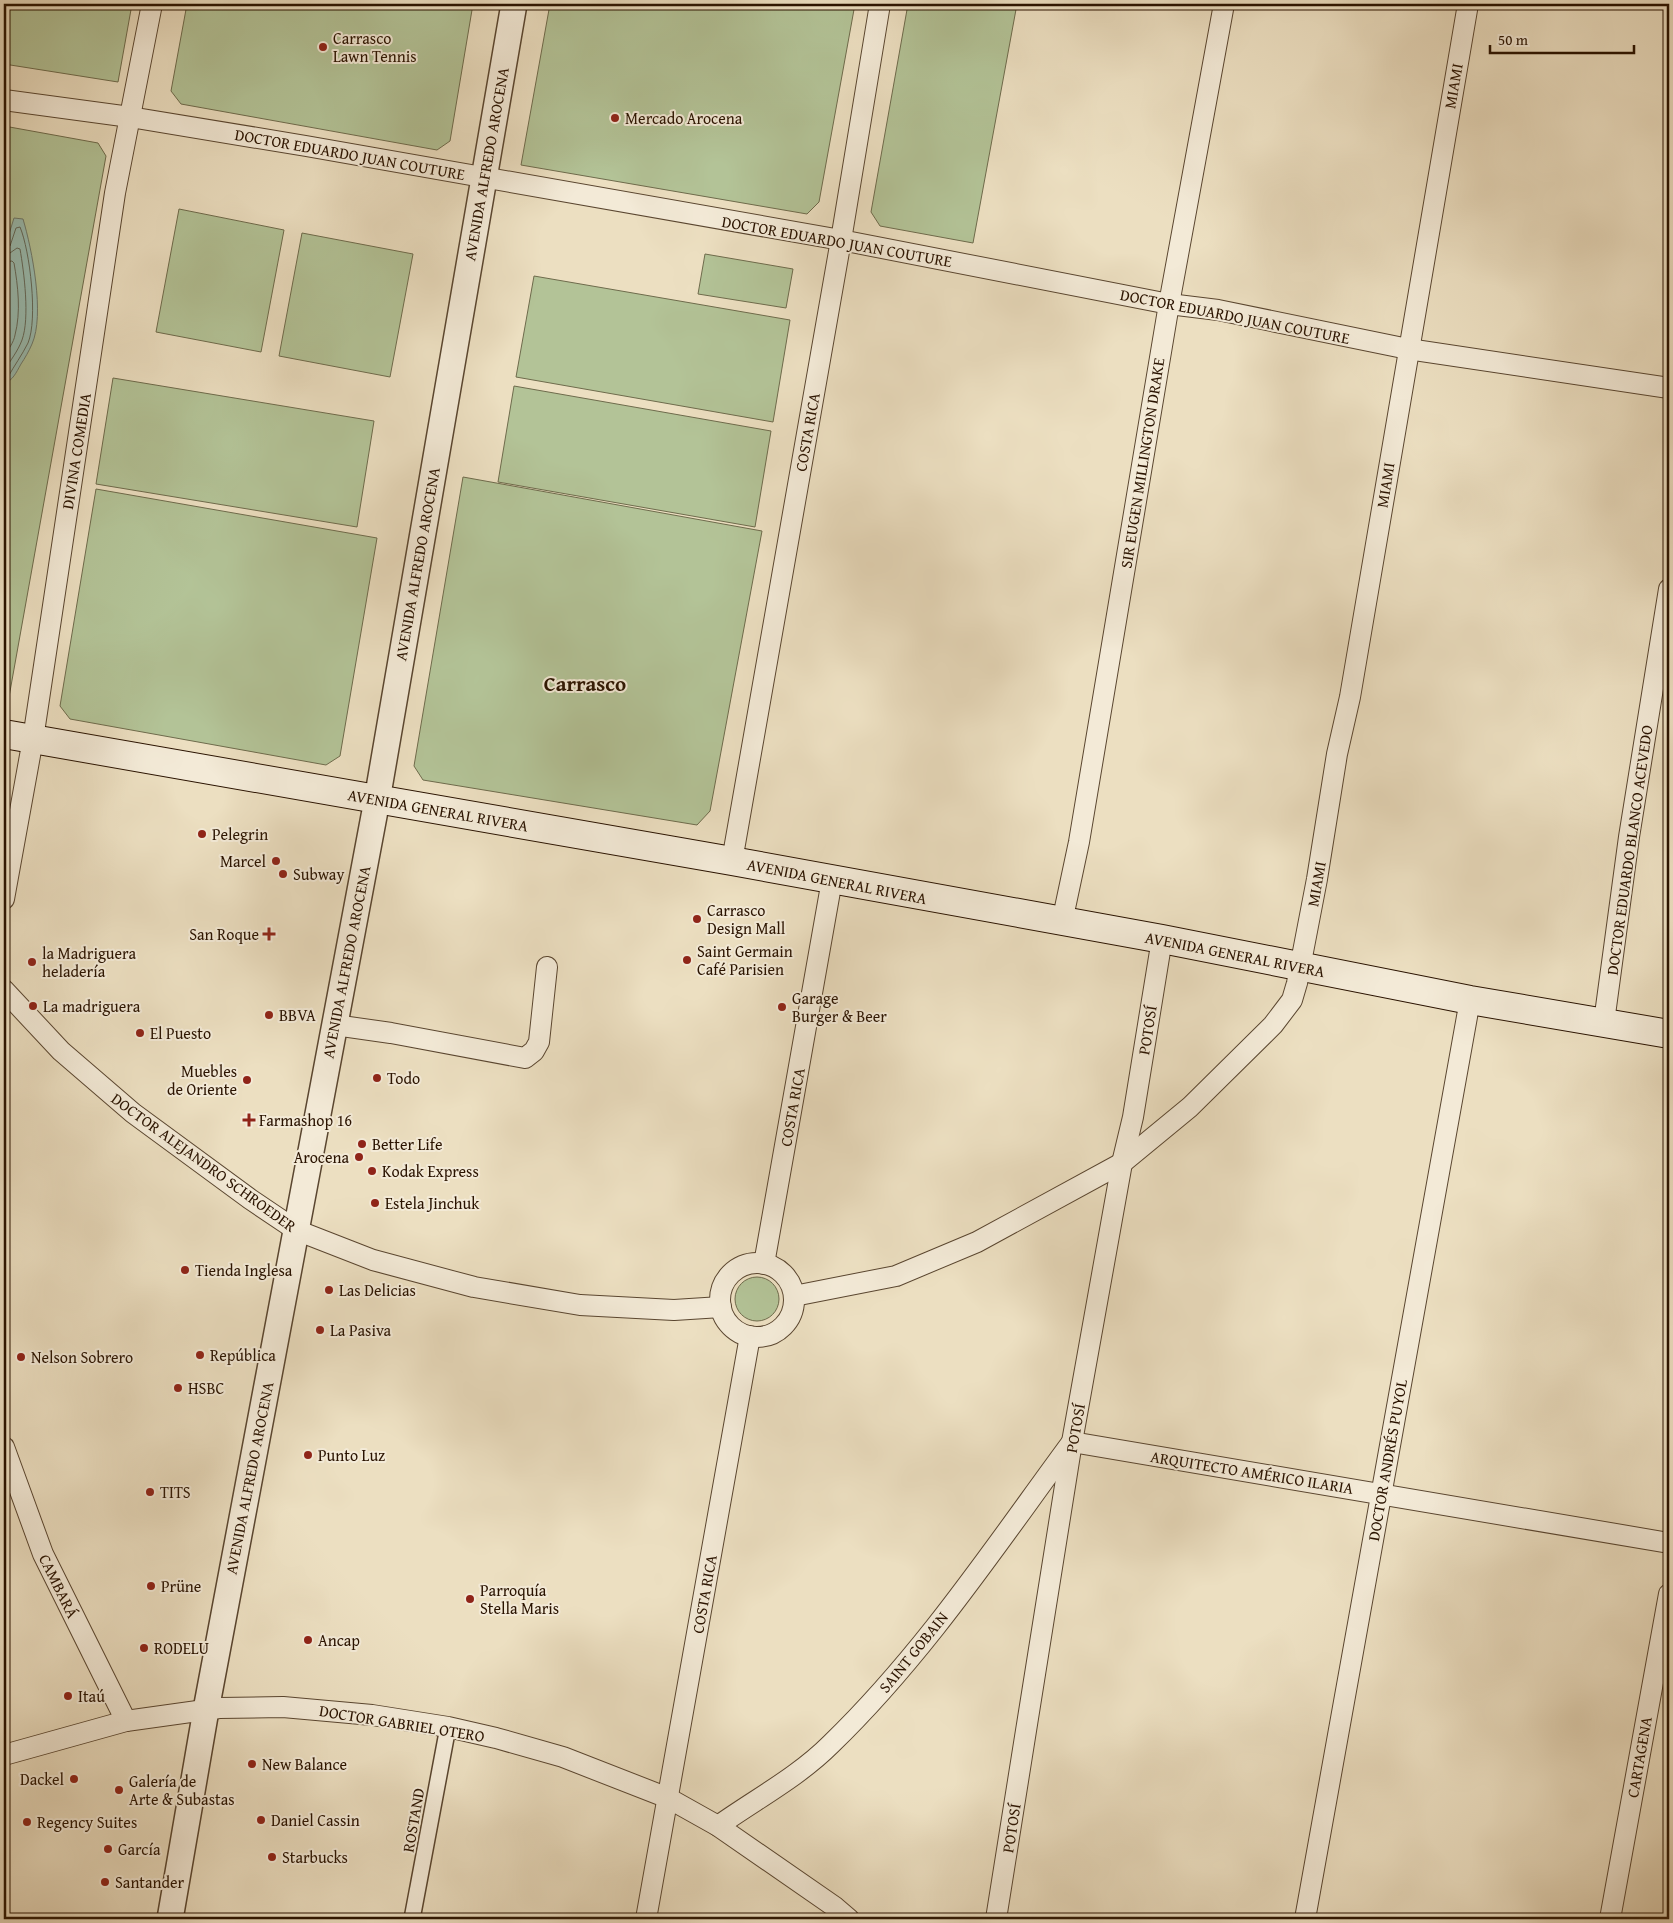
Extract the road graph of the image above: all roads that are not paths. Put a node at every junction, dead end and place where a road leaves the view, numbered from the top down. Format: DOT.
graph roads {
  1 [pos="152,4"];
  2 [pos="514,4"];
  3 [pos="880,4"];
  4 [pos="1224,4"];
  5 [pos="1468,4"];
  6 [pos="4,100"];
  7 [pos="130,117"];
  8 [pos="483,178"];
  9 [pos="841,240"];
  10 [pos="1169,304"];
  11 [pos="1408,349"];
  12 [pos="1669,388"];
  13 [pos="1669,589"];
  14 [pos="4,734"];
  15 [pos="33,739"];
  16 [pos="377,800"];
  17 [pos="732,861"];
  18 [pos="832,880"];
  19 [pos="4,898"];
  20 [pos="1062,922"];
  21 [pos="1162,939"];
  22 [pos="1300,966"];
  23 [pos="546,967"];
  24 [pos="4,990"];
  25 [pos="1470,1000"];
  26 [pos="1604,1022"];
  27 [pos="334,1025"];
  28 [pos="1669,1034"];
  29 [pos="1122,1163"];
  30 [pos="296,1230"];
  31 [pos="764,1264"];
  32 [pos="794,1296"];
  33 [pos="721,1307"];
  34 [pos="750,1336"];
  35 [pos="1072,1442"];
  36 [pos="4,1446"];
  37 [pos="1381,1494"];
  38 [pos="1669,1543"];
  39 [pos="1669,1594"];
  40 [pos="206,1710"];
  41 [pos="126,1721"];
  42 [pos="448,1727"];
  43 [pos="4,1755"];
  44 [pos="668,1798"];
  45 [pos="718,1826"];
  46 [pos="170,1919"];
  47 [pos="412,1919"];
  48 [pos="646,1919"];
  49 [pos="849,1919"];
  50 [pos="996,1919"];
  51 [pos="1305,1919"];
  52 [pos="1610,1919"];
  1 -- 7 [label="street, DIVINA COMEDIA"];
  2 -- 8 [label="street, AVENIDA ALFREDO AROCENA"];
  3 -- 9 [label="street, COSTA RICA"];
  4 -- 10 [label="street, SIR EUGEN MILLINGTON DRAKE"];
  5 -- 11 [label="street, MIAMI"];
  6 -- 7 [label="street, DOCTOR EDUARDO JUAN COUTURE"];
  7 -- 8 [label="street, DOCTOR EDUARDO JUAN COUTURE"];
  7 -- 15 [label="street, DIVINA COMEDIA"];
  8 -- 9 [label="street, DOCTOR EDUARDO JUAN COUTURE"];
  8 -- 16 [label="street, AVENIDA ALFREDO AROCENA"];
  9 -- 10 [label="street, DOCTOR EDUARDO JUAN COUTURE"];
  9 -- 17 [label="street, COSTA RICA"];
  10 -- 11 [label="street, DOCTOR EDUARDO JUAN COUTURE"];
  10 -- 20 [label="street, SIR EUGEN MILLINGTON DRAKE"];
  11 -- 12 [label="street, DOCTOR EDUARDO JUAN COUTURE"];
  11 -- 22 [label="street, MIAMI"];
  13 -- 26 [label="street, DOCTOR EDUARDO BLANCO ACEVEDO"];
  14 -- 15 [label="main road, AVENIDA GENERAL RIVERA"];
  15 -- 16 [label="main road, AVENIDA GENERAL RIVERA"];
  15 -- 19 [label="street, DIVINA COMEDIA"];
  16 -- 17 [label="main road, AVENIDA GENERAL RIVERA"];
  16 -- 27 [label="street, AVENIDA ALFREDO AROCENA"];
  17 -- 18 [label="main road, AVENIDA GENERAL RIVERA"];
  18 -- 20 [label="main road, AVENIDA GENERAL RIVERA"];
  18 -- 31 [label="street, COSTA RICA"];
  20 -- 21 [label="main road, AVENIDA GENERAL RIVERA"];
  21 -- 22 [label="main road, AVENIDA GENERAL RIVERA"];
  21 -- 29 [label="street, POTOSÍ"];
  22 -- 25 [label="main road, AVENIDA GENERAL RIVERA"];
  22 -- 29 [label="street"];
  23 -- 27 [label="street"];
  24 -- 30 [label="street, DOCTOR ALEJANDRO SCHROEDER"];
  25 -- 26 [label="main road, AVENIDA GENERAL RIVERA"];
  25 -- 37 [label="street, DOCTOR ANDRÉS PUYOL"];
  26 -- 28 [label="main road, AVENIDA GENERAL RIVERA"];
  27 -- 30 [label="street, AVENIDA ALFREDO AROCENA"];
  29 -- 32 [label="street"];
  29 -- 35 [label="street, POTOSÍ"];
  30 -- 33 [label="street, DOCTOR ALEJANDRO SCHROEDER"];
  30 -- 40 [label="street, AVENIDA ALFREDO AROCENA"];
  31 -- 32 [label="street"];
  31 -- 33 [label="street"];
  32 -- 34 [label="street"];
  33 -- 34 [label="street"];
  34 -- 44 [label="street, COSTA RICA"];
  35 -- 37 [label="street, ARQUITECTO AMÉRICO ILARIA"];
  35 -- 45 [label="street, SAINT GOBAIN"];
  35 -- 50 [label="street, POTOSÍ"];
  36 -- 41 [label="street, CAMBARÁ"];
  37 -- 38 [label="street, ARQUITECTO AMÉRICO ILARIA"];
  37 -- 51 [label="street, DOCTOR ANDRÉS PUYOL"];
  39 -- 52 [label="street, CARTAGENA"];
  40 -- 41 [label="street, DOCTOR GABRIEL OTERO"];
  40 -- 42 [label="street, DOCTOR GABRIEL OTERO"];
  40 -- 46 [label="street, AVENIDA ALFREDO AROCENA"];
  41 -- 43 [label="street, DOCTOR GABRIEL OTERO"];
  42 -- 44 [label="street, DOCTOR GABRIEL OTERO"];
  42 -- 47 [label="street, ROSTAND"];
  44 -- 45 [label="street, DOCTOR GABRIEL OTERO"];
  44 -- 48 [label="street, COSTA RICA"];
  45 -- 49 [label="street, DOCTOR GABRIEL OTERO"];
}
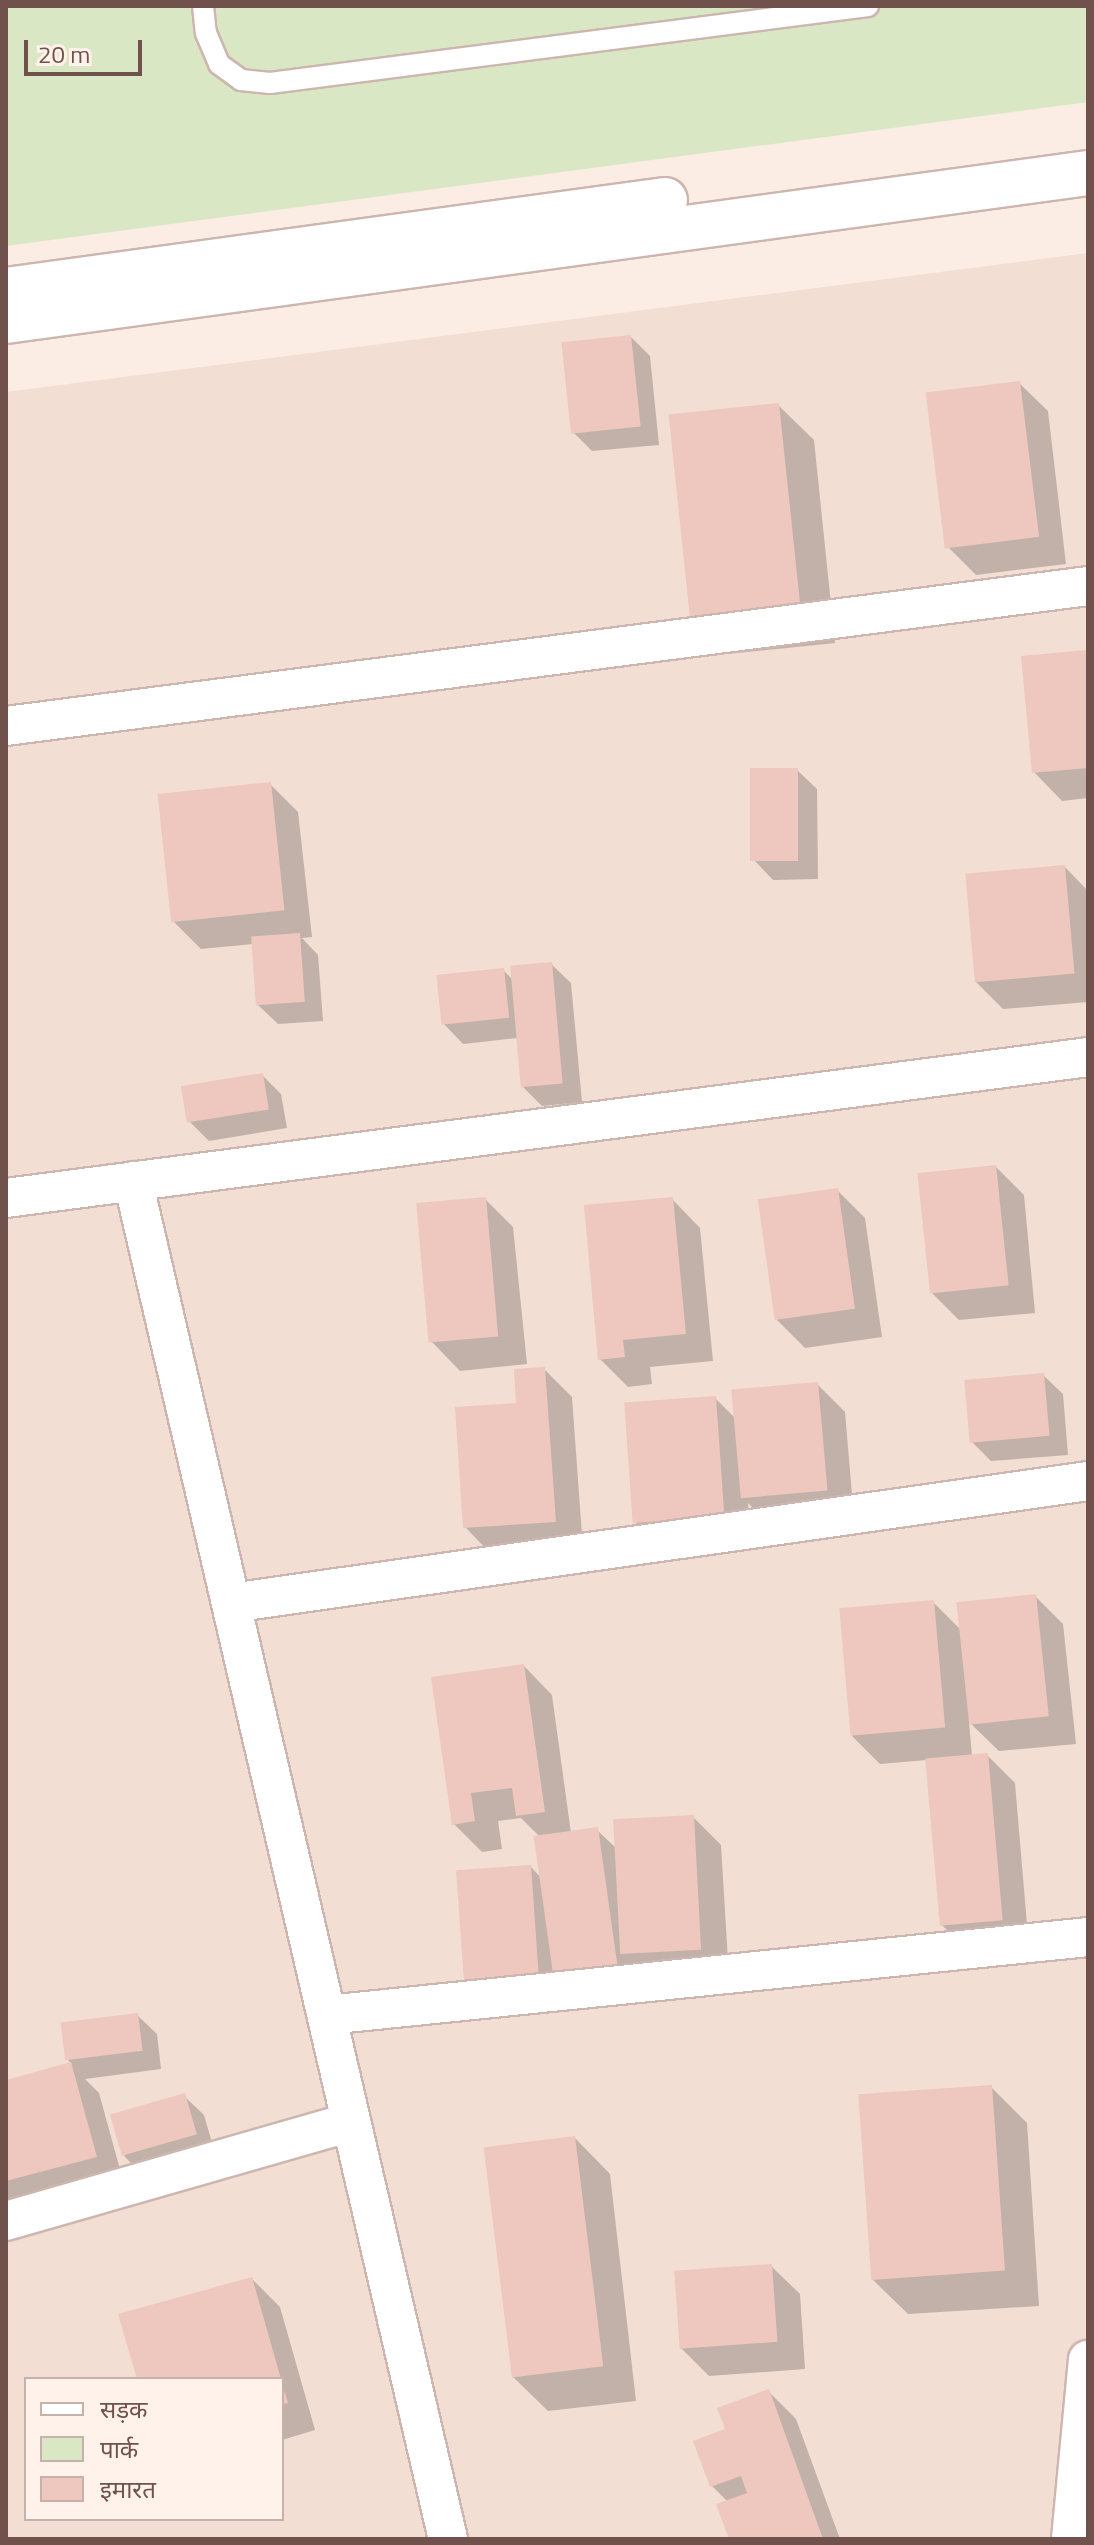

INSTRUCTIONS TO FOLLOW: Once each line with "DRAKE" in the entries is counted, state the total and nothing else.

OUTPUT: 2